-Es-Es, yani Eskişehirspor…
“Bir zamanlar” demek yerinde olacaktır. Bir zamanlar benim ve diğer bazı meslektaşlarım için geçerli olan bir gerçek var ki, onu da son yazılarımın birinde şu cümle içinde belirtmiştim;
-Bizim Eskişehir’de (bir zamanlar!) çoğu meslektaşım gibi bende mesleğe spor muhabiri olarak başlamıştım.
Daha doğrusu spor yerine “Eskişehirspor muhabiri” diye tanımlamak daha gerçekçi olacaktır. Bütün Eskişehirli sporseverler gibi biz gazeteciler de;
-Eskişehirspor ile yatıp onunla uyanırdık!..
Kendi adıma ifade etmem gerekirse, 1965 yazının ortalarında Eskişehir Ticaret Odası salonunda yapılan “kuruluş kongresini” birkaç merhum meslektaşımla izleyen ve “müjdeli haberi” kamuoyu ile paylaşan gazeteciden biriydim. 
Sonrasında, rutin gazetecilik görevlerim arasında Eskişehirspor ilgim senelerce hiç eksilmedi. Sahamızdaki maçları bir yana, bir yıl kaldığımız ikinci Ligden başlayarak deplasman maçları da dahil olmak üzere…
Kimi zaman dakika-dakika maç yazı yazmak üzere notlar tutarak, bazen de notlarımın eşliğinde gözlemlerimle maç kritiği yaptığım yazılarımla…

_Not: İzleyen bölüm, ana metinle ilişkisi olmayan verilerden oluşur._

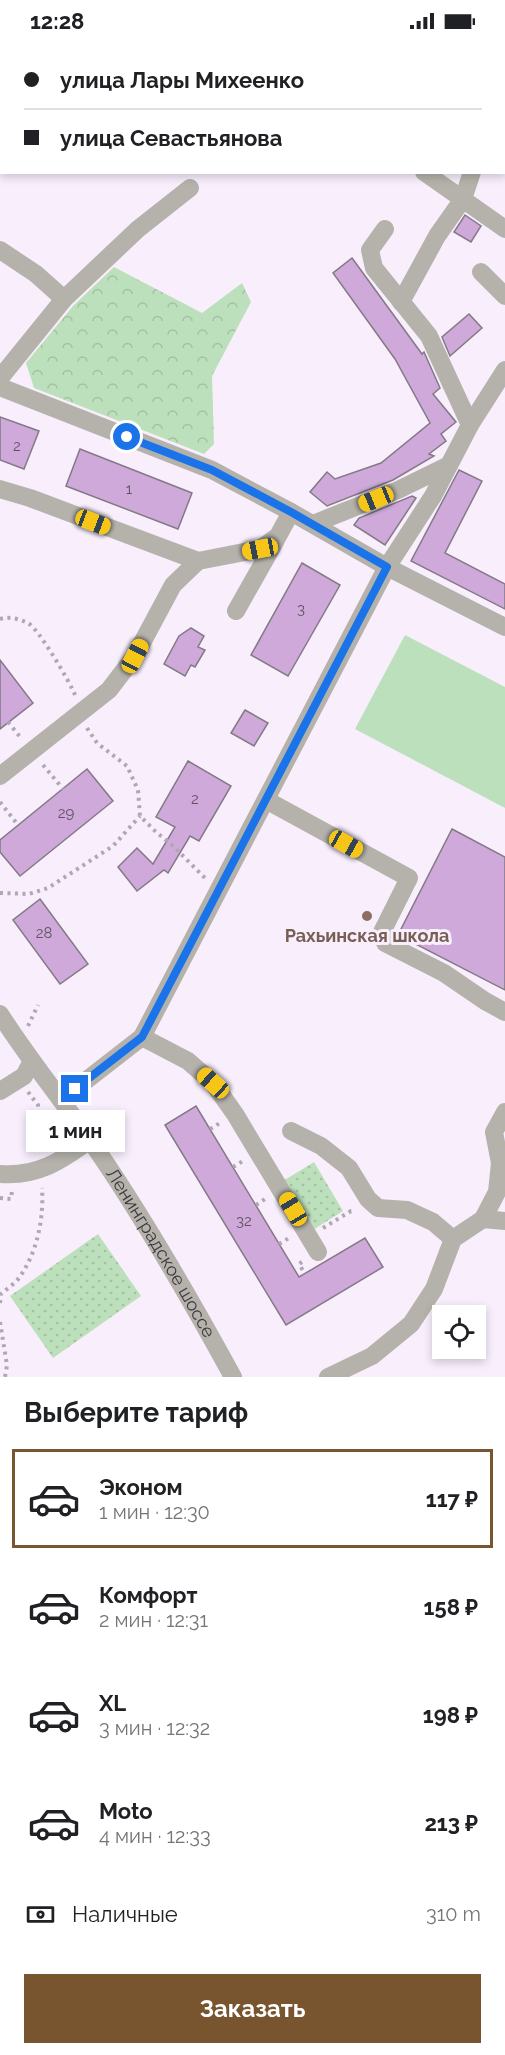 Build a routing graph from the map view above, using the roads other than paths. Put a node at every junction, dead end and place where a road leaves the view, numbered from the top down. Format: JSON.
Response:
{"nodes":[{"id":1,"x":427,"y":174,"type":"edge"},
{"id":2,"x":471,"y":174,"type":"edge"},
{"id":3,"x":190,"y":188,"type":"dead end"},
{"id":4,"x":463,"y":199,"type":"junction"},
{"id":5,"x":385,"y":229,"type":"dead end"},
{"id":6,"x":505,"y":229,"type":"edge"},
{"id":7,"x":0,"y":250,"type":"edge"},
{"id":8,"x":481,"y":272,"type":"dead end"},
{"id":9,"x":505,"y":296,"type":"edge"},
{"id":10,"x":64,"y":299,"type":"junction"},
{"id":11,"x":401,"y":302,"type":"junction"},
{"id":12,"x":505,"y":370,"type":"edge"},
{"id":13,"x":0,"y":378,"type":"edge"},
{"id":14,"x":0,"y":387,"type":"edge"},
{"id":15,"x":470,"y":425,"type":"junction"},
{"id":16,"x":449,"y":465,"type":"junction"},
{"id":17,"x":0,"y":489,"type":"edge"},
{"id":18,"x":291,"y":512,"type":"junction"},
{"id":19,"x":313,"y":524,"type":"junction"},
{"id":20,"x":278,"y":536,"type":"junction"},
{"id":21,"x":198,"y":561,"type":"junction"},
{"id":22,"x":387,"y":567,"type":"junction"},
{"id":23,"x":236,"y":611,"type":"dead end"},
{"id":24,"x":505,"y":627,"type":"edge"},
{"id":25,"x":0,"y":776,"type":"edge"},
{"id":26,"x":266,"y":800,"type":"junction"},
{"id":27,"x":505,"y":1012,"type":"edge"},
{"id":28,"x":0,"y":1014,"type":"edge"},
{"id":29,"x":142,"y":1037,"type":"junction"},
{"id":30,"x":32,"y":1062,"type":"junction"},
{"id":31,"x":0,"y":1091,"type":"edge"},
{"id":32,"x":61,"y":1100,"type":"junction"},
{"id":33,"x":505,"y":1112,"type":"edge"},
{"id":34,"x":291,"y":1131,"type":"dead end"},
{"id":35,"x":90,"y":1140,"type":"junction"},
{"id":36,"x":0,"y":1174,"type":"edge"},
{"id":37,"x":483,"y":1219,"type":"junction"},
{"id":38,"x":505,"y":1221,"type":"edge"},
{"id":39,"x":453,"y":1239,"type":"junction"},
{"id":40,"x":314,"y":1244,"type":"road end"},
{"id":41,"x":232,"y":1377,"type":"edge"},
{"id":42,"x":328,"y":1377,"type":"edge"}],
"edges":[{"from":1,"to":4,"type":"street"},
{"from":2,"to":4,"type":"street"},
{"from":3,"to":10,"type":"street"},
{"from":4,"to":6,"type":"street"},
{"from":4,"to":11,"type":"street"},
{"from":5,"to":11,"type":"street"},
{"from":7,"to":10,"type":"street"},
{"from":8,"to":9,"type":"street"},
{"from":10,"to":13,"type":"street"},
{"from":11,"to":15,"type":"street"},
{"from":12,"to":15,"type":"street"},
{"from":14,"to":18,"type":"street"},
{"from":15,"to":16,"type":"street"},
{"from":16,"to":19,"type":"street"},
{"from":16,"to":22,"type":"street"},
{"from":17,"to":21,"type":"street"},
{"from":18,"to":19,"type":"street"},
{"from":18,"to":20,"type":"street"},
{"from":19,"to":22,"type":"street"},
{"from":20,"to":21,"type":"street"},
{"from":20,"to":23,"type":"street"},
{"from":21,"to":25,"type":"street"},
{"from":22,"to":24,"type":"street"},
{"from":22,"to":26,"type":"street"},
{"from":26,"to":27,"type":"street"},
{"from":26,"to":29,"type":"street"},
{"from":28,"to":30,"type":"street","name":"Ленинградское шоссе"},
{"from":29,"to":32,"type":"street"},
{"from":29,"to":40,"type":"street"},
{"from":30,"to":31,"type":"street"},
{"from":30,"to":32,"type":"street","name":"Ленинградское шоссе"},
{"from":32,"to":35,"type":"street","name":"Ленинградское шоссе"},
{"from":33,"to":37,"type":"street"},
{"from":34,"to":39,"type":"street"},
{"from":35,"to":36,"type":"street"},
{"from":35,"to":41,"type":"street","name":"Ленинградское шоссе"},
{"from":37,"to":38,"type":"street"},
{"from":37,"to":39,"type":"street"},
{"from":39,"to":42,"type":"street"}]}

Düştük, yeniden çıktık derken…

Bir zaman geldi o kritikleri TRT muhabiri olarak TRT radyolarının spor programlarında sesli olarak yorumlayarak. Gün geldi zamanın TRT’sinde “kadro yetersizliği” nedeniyle;
-Naklen maç yayınlarında anons spikerliği, gollerin nasıl olduğunu anlatarak!.. 
Buraya kadar yazdıklarım, Eskişehirspor ile ilgili kişisel meslek anılarımın bir bölümünün özetinden ibaret. Ya spor ve Es-Es sevdalılarının her maç sonra ve sıradaki maç öncesinde yarattığı hava?
Çarşı esnafından başlayarak, kahvehanelerde, meyhanelerde ve de “kişisel hanelerde” hafta boyu konuşulan değişmeyen konu;
-Eskişehirspor’dan başkası değil!.. 
Yeri geldikçe yazdım o günleri:
Kuruluş sonrası oluşturulan ilk takımın, Galatasaray ile oynadığı ilk hazırlık maçı, o sezon içinde inanılmaz başarısı ve günümüzün “Süper Ligine” yükseliş… İşte o zaman tribünlerden yükselmeye başlayan ilk toplu tezahüratın tüm şehre, tüm ülkeye yansıması;
-Es-Es Es, Ki Ki-Ki, Eski Eski Es!..
Diğer yaratılan sloganların “Amigo Orhan’ın” yönetiminde tıklım-tıklım kentin sınırlarını aşarak tribünlerden yansıması!.. 
Bu süreç içinde Federasyonun koyduğu ikinci büyüğü  “Türkiye Kupasının” GS’ın elinde söke söke alınması ve Avrupa liglerinde oynanan maçlarda sayısız başarılar…
-Hepsi de tarihi Atatürk Stadının hınca hınç dolu tribünlerinin önünde!.. 
Yine “bu tarih süreci içinde” bir alt lige düştük bazen bir yıl sonra, kimi zaman iki üç sezon süren mücadeleler sonucu tekrar yükseldik Süper liğe..
-Amaaa…

En dibe, halen ordayız!..

Evet ama Süper Ligden bir düştük ki, sonrası kabus gibi..  
Düşüşün sonrası 1. Lig. Eskişehir kamuoyu ve taraftar grubu bekledi ki, bir iki sezon sonunda tekrar çıkarız!.. 
Ne çıkması?.. Aynı sezon içinde 2. Lig!.. Yıllar içinde süper ligden sonra üç adet lig daha oluşturulmuş, Üçüncü ligde gördük kendimizi. Sanıyorduk ki, burası liglerin sonuncusu. Hiç değil, oradan başlayarak tekrardan yükselişe geçer kasaba takımlarından kurtuluruz. Orada dahi tutunamayınca;
-Kendimizi BAL liginde buluverdik!..
İkinci sezondur ki, (Bölgesel Amatör Lig) orada debelenmekteyiz.. Hani denilebilir ki; 
-“BAL’ı batsın!..”
*** 
Son maçımız liderlikte çekiştiğimiz Manavgat Belediye Spor. Önemli bir maç, güçlü bir rakibe karşı. Ve İyi bir mücadele sonucu kazanıldı. Hem de rekor sayılan (30 bini aşkın)  bir taraftar topluluğu önünde… 
Kuruluştan bu yana 4.cü kuşak Es-Es taraftarları mutlu ayrıldı 2-1’lik sonuç sonrasında… 
Bu aşamada tüm kentin beklentisi, basamakları birer-birer atlayarak nihai hedefe ulaşmak. 
-Tebrikler genç Es-Es’lilere ve taraftara….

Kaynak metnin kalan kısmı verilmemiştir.